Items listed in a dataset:
▽

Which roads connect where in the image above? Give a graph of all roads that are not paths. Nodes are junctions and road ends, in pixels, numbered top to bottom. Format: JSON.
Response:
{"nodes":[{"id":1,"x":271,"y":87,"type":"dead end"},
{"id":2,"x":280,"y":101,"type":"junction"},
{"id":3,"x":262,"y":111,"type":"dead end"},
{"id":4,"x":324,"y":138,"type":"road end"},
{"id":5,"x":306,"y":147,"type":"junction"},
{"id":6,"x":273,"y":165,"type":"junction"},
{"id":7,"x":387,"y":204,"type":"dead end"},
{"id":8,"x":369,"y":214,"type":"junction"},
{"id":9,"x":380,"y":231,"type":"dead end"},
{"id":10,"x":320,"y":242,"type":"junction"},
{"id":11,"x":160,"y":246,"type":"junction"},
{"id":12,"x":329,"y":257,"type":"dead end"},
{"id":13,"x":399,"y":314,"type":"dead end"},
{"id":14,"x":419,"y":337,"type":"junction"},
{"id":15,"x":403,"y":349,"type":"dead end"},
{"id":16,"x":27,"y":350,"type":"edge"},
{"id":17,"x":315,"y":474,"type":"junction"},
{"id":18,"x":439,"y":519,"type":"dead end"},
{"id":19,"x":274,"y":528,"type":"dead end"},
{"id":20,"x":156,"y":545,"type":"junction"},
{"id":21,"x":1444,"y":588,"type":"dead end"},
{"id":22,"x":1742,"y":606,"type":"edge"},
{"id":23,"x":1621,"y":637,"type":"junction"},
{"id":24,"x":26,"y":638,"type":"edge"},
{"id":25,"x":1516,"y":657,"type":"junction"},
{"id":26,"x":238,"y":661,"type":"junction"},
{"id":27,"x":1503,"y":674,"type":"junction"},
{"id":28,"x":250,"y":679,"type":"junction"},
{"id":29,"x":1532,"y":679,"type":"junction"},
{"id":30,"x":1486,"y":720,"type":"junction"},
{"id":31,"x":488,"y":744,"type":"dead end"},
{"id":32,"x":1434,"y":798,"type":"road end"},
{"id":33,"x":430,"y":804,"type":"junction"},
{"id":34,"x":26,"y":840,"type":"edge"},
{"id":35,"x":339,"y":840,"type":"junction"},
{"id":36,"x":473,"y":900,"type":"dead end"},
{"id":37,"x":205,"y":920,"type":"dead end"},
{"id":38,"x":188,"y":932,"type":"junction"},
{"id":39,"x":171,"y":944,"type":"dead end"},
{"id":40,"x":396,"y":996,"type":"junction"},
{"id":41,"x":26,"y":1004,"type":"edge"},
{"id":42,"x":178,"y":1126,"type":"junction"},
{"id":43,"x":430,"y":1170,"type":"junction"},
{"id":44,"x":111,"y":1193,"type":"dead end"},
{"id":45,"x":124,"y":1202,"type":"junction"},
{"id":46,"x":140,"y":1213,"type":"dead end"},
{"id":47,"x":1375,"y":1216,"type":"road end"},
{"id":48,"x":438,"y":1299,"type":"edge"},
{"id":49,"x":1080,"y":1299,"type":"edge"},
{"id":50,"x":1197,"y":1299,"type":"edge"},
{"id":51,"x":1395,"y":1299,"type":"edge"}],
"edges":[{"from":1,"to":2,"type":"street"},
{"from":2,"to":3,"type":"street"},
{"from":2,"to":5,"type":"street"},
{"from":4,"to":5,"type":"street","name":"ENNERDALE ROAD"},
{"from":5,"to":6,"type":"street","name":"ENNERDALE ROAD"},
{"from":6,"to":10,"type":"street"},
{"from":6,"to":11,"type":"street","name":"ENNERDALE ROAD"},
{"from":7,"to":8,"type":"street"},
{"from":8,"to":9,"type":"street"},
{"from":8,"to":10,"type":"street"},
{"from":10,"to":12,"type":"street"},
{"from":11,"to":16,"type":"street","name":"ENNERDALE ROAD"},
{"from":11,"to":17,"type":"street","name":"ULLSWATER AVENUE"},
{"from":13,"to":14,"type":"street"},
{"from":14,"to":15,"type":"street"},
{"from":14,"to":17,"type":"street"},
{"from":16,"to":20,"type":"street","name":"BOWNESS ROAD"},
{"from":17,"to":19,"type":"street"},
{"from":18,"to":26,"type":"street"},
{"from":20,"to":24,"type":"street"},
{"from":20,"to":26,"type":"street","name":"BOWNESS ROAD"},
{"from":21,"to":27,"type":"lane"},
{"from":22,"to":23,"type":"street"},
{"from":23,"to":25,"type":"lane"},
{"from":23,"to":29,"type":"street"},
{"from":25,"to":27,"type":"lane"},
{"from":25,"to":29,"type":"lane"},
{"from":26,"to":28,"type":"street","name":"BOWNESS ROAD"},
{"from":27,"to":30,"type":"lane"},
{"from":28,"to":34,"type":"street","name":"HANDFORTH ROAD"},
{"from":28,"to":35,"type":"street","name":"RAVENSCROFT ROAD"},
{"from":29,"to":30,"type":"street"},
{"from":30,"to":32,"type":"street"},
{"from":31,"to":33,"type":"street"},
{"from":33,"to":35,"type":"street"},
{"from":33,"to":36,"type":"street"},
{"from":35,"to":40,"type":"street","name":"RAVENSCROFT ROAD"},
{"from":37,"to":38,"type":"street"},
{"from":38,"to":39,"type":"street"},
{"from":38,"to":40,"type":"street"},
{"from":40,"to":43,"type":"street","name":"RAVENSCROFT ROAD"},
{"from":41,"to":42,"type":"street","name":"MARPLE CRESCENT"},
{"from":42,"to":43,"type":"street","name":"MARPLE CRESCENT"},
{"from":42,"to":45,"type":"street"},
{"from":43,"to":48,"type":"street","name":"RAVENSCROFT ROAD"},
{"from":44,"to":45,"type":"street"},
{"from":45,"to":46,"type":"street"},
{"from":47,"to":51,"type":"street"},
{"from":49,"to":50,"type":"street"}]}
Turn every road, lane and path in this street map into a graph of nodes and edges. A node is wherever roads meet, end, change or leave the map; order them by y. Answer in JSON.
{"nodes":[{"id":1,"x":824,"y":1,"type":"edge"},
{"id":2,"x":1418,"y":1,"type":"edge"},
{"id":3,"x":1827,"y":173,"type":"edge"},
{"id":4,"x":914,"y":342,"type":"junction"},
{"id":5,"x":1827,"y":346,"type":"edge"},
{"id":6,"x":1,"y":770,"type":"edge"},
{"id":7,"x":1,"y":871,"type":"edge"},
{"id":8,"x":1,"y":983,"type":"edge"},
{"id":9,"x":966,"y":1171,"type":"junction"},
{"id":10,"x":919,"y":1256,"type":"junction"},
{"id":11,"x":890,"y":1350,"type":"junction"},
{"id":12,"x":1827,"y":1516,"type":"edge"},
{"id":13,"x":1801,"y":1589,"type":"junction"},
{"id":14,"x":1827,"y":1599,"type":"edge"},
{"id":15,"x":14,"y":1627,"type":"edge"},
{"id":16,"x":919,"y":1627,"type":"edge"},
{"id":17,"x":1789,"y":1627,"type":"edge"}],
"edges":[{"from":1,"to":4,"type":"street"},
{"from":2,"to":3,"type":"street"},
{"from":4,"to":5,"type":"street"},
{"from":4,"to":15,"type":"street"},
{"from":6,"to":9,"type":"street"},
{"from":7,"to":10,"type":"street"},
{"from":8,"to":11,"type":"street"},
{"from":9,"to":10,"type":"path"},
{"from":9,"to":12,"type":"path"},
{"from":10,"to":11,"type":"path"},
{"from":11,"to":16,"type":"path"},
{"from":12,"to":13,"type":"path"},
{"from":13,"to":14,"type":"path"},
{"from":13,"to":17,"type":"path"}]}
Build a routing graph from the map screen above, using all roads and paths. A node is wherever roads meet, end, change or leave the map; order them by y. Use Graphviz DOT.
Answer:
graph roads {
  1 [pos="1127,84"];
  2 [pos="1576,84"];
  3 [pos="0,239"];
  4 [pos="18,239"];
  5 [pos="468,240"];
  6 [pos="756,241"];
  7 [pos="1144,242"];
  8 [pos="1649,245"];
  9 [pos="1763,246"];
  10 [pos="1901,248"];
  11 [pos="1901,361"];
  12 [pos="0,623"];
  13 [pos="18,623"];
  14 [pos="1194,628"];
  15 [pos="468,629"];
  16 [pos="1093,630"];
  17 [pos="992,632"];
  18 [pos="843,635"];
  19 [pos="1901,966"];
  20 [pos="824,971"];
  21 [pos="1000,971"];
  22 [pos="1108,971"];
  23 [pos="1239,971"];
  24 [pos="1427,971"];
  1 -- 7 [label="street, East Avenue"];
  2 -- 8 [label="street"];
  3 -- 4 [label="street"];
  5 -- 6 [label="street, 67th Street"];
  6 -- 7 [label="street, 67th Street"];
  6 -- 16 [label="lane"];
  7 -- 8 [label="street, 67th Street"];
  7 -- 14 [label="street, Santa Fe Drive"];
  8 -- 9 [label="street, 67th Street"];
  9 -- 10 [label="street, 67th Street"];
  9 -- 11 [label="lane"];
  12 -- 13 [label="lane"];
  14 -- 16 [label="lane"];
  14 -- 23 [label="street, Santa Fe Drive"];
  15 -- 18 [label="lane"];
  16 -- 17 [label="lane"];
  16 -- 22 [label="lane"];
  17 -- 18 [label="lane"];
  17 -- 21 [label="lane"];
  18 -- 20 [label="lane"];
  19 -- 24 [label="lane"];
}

△

■ Required work:
Run a filter over the data above and keep each line that contains the word "edges".

■ Response to the exercise:
"edges":[{"from":1,"to":2,"type":"street"},
Turn every road, lane and path in this street map into a graph of nodes and edges. A node is wherever roads meet, end, change or leave the map; order them by y. Answer in JSON.
"edges":[{"from":1,"to":4,"type":"street"},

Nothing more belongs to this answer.